_Work required_
Write out each record exactly and skip every image.

[Records from a data collection]
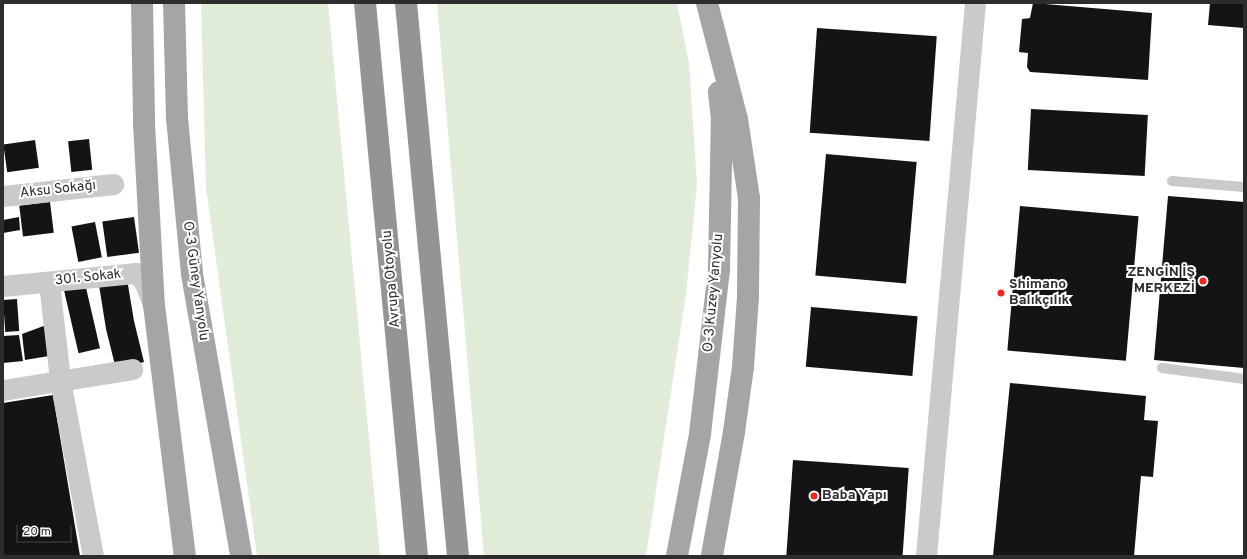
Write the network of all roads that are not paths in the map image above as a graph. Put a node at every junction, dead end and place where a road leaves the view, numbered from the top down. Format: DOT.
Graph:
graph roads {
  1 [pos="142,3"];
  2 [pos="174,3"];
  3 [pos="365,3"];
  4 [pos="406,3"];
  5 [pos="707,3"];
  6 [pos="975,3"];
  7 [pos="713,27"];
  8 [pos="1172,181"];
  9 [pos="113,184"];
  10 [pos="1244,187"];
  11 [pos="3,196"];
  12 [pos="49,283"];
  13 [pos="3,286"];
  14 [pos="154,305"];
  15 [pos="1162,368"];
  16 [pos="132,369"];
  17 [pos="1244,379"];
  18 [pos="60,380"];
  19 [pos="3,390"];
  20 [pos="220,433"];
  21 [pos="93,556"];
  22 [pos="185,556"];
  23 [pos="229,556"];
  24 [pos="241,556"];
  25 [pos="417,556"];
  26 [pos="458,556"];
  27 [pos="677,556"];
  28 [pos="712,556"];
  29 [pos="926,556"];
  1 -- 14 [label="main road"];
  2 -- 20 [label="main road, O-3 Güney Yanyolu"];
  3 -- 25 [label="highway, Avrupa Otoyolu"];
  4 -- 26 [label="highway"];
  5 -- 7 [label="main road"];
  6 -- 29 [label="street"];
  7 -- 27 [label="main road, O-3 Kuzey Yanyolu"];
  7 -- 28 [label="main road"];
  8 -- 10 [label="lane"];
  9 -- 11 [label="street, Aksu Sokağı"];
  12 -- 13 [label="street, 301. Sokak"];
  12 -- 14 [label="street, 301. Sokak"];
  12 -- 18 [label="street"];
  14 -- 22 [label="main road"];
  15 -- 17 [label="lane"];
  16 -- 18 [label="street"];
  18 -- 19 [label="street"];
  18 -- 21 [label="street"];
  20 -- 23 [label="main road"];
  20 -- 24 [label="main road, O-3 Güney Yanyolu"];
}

_Completed task_
Write the network of all roads that are not paths in the map image above as a graph. Put a node at every junction, dead end and place where a road leaves the view, numbered from the top down. Format: DOT.
Graph:
graph roads {
  1 [pos="142,3"];
  2 [pos="174,3"];
  3 [pos="365,3"];
  4 [pos="406,3"];
  5 [pos="707,3"];
  6 [pos="975,3"];
  7 [pos="713,27"];
  8 [pos="1172,181"];
  9 [pos="113,184"];
  10 [pos="1244,187"];
  11 [pos="3,196"];
  12 [pos="49,283"];
  13 [pos="3,286"];
  14 [pos="154,305"];
  15 [pos="1162,368"];
  16 [pos="132,369"];
  17 [pos="1244,379"];
  18 [pos="60,380"];
  19 [pos="3,390"];
  20 [pos="220,433"];
  21 [pos="93,556"];
  22 [pos="185,556"];
  23 [pos="229,556"];
  24 [pos="241,556"];
  25 [pos="417,556"];
  26 [pos="458,556"];
  27 [pos="677,556"];
  28 [pos="712,556"];
  29 [pos="926,556"];
  1 -- 14 [label="main road"];
  2 -- 20 [label="main road, O-3 Güney Yanyolu"];
  3 -- 25 [label="highway, Avrupa Otoyolu"];
  4 -- 26 [label="highway"];
  5 -- 7 [label="main road"];
  6 -- 29 [label="street"];
  7 -- 27 [label="main road, O-3 Kuzey Yanyolu"];
  7 -- 28 [label="main road"];
  8 -- 10 [label="lane"];
  9 -- 11 [label="street, Aksu Sokağı"];
  12 -- 13 [label="street, 301. Sokak"];
  12 -- 14 [label="street, 301. Sokak"];
  12 -- 18 [label="street"];
  14 -- 22 [label="main road"];
  15 -- 17 [label="lane"];
  16 -- 18 [label="street"];
  18 -- 19 [label="street"];
  18 -- 21 [label="street"];
  20 -- 23 [label="main road"];
  20 -- 24 [label="main road, O-3 Güney Yanyolu"];
}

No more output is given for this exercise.